Edibility Rating out of 5: 2
Medicinal Rating out of 5: 3
Edible Uses: Young leaves – raw or cooked. A bitter flavour. The young tender leaves are mild and make an excellent salad, but the whole plant becomes bitter as it gets older, especially when coming into flower. As a potherb it needs very little cooking. Large quantities can cause digestive upsets. Young shoots – cooked. Used as an asparagus substitute. An oil of pleasant flavour is obtained from the seed but must be refined before it is edible.
Warnings: The plant accumulates lactucarium towards flowering which is mildly narcotic.
Medicinal Uses: Anodyne; Antipyretic; Diuretic; Homeopathy; Hypnotic; Narcotic; Sedative.

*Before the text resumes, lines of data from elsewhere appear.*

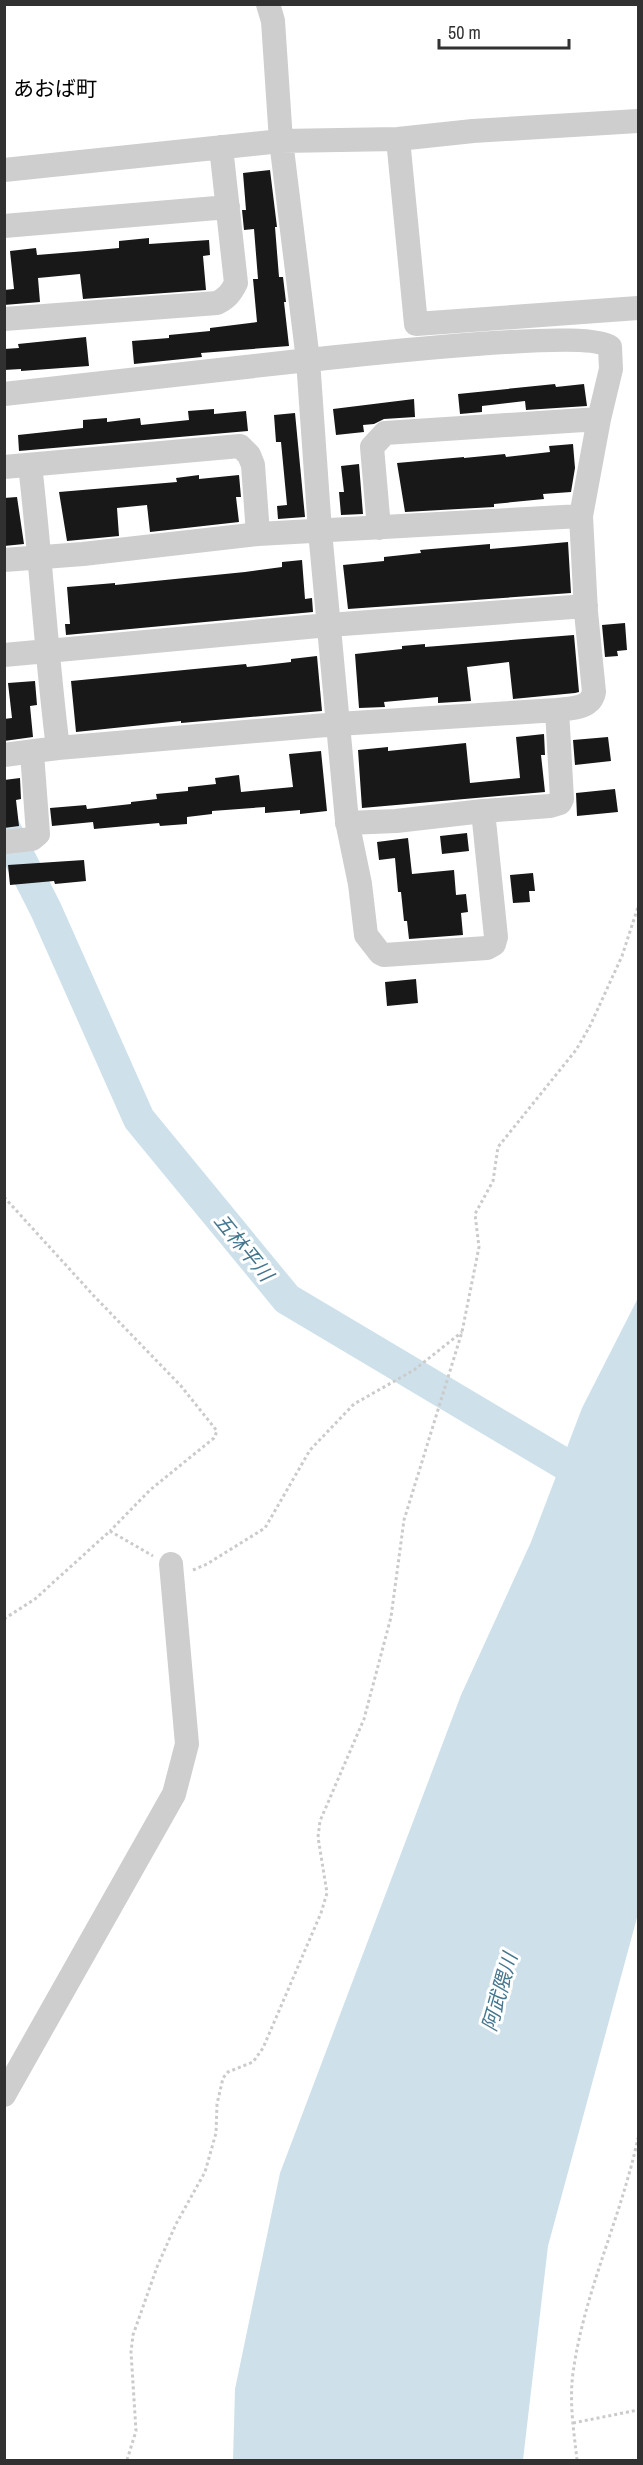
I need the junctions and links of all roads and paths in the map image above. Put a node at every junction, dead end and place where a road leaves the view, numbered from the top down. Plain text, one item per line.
1 (268, 4) edge
2 (639, 121) edge
3 (398, 139) junction
4 (281, 141) junction
5 (221, 147) junction
6 (4, 170) edge
7 (228, 207) junction
8 (4, 226) edge
9 (639, 308) edge
10 (4, 319) edge
11 (308, 360) junction
12 (4, 394) edge
13 (599, 419) junction
14 (30, 465) junction
15 (4, 467) edge
16 (581, 516) junction
17 (379, 528) junction
18 (320, 531) junction
19 (258, 534) junction
20 (40, 556) junction
21 (4, 560) edge
22 (586, 606) junction
23 (329, 625) junction
24 (46, 652) junction
25 (4, 656) edge
26 (557, 710) junction
27 (338, 724) junction
28 (58, 748) junction
29 (32, 753) junction
30 (4, 755) edge
31 (483, 812) junction
32 (347, 823) junction
33 (4, 842) edge
34 (639, 907) edge
35 (4, 1197) edge
36 (462, 1332) junction
37 (110, 1531) junction
38 (171, 1564) junction
39 (4, 1619) edge
40 (4, 2095) edge
41 (639, 2138) edge
42 (639, 2410) edge
43 (573, 2423) junction
44 (127, 2460) edge
45 (577, 2460) edge

1 - 4 street
2 - 3 street
3 - 4 street
3 - 9 street
4 - 5 street
4 - 11 street
5 - 6 street
5 - 7 street
7 - 8 street
7 - 10 street
11 - 12 street
11 - 13 street
11 - 18 street
13 - 16 street
13 - 17 street
14 - 15 street
14 - 19 street
14 - 20 street
16 - 17 street
16 - 22 street
17 - 18 street
18 - 19 street
18 - 23 street
19 - 20 street
20 - 21 street
20 - 24 street
22 - 23 street
22 - 26 street
23 - 24 street
23 - 27 street
24 - 25 street
24 - 28 street
26 - 27 street
26 - 31 street
27 - 28 street
27 - 32 street
28 - 29 street
29 - 30 street
29 - 33 street
31 - 32 street
31 - 32 street
34 - 36 path
35 - 37 path
36 - 38 path
36 - 44 path
37 - 38 path
37 - 39 path
38 - 40 street
41 - 43 path
42 - 43 path
43 - 45 path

Medicinal Information: The whole plant is rich in a milky sap that flows freely from any wounds. This hardens and dries when in contact with the air. The sap contains ‘lactucarium’, which is used in medicine for its anodyne, antispasmodic, digestive, diuretic, hypnotic, narcotic and sedative properties. Lactucarium has the effects of a feeble opium, but without its tendency to cause digestive upsets, nor is it addictive. It is taken internally in the treatment of insomnia, anxiety, neuroses, hyperactivity in children, dry coughs, whooping cough, rheumatic pain etc. Concentrations of lactucarium are low in young plants and most concentrated when the plant comes into flower. It is collected commercially by cutting the heads of the plants and scraping the juice into china vessels several times a day until the plant is exhausted. This species does not contain as much lactucarium as L. virosa. An infusion of the fresh or dried flowering plant can also be used. The plant should be used with caution, and never without the supervision of a skilled practitioner. Even normal doses can cause drowsiness whilst excess causes restlessness and overdoses can cause death through cardiac paralysis. The fixed oil from the seeds is said to possess antipyretic and hypnotic properties. A homeopathic remedy is made from the plant. It is used in the treatment of chronic catarrh, coughs, swollen liver, flatulence and ailments of the urinary tract.
Other Uses: The seed contains 35.2% of a semi-drying oil. It is used in soap making, paints, varnishes etc.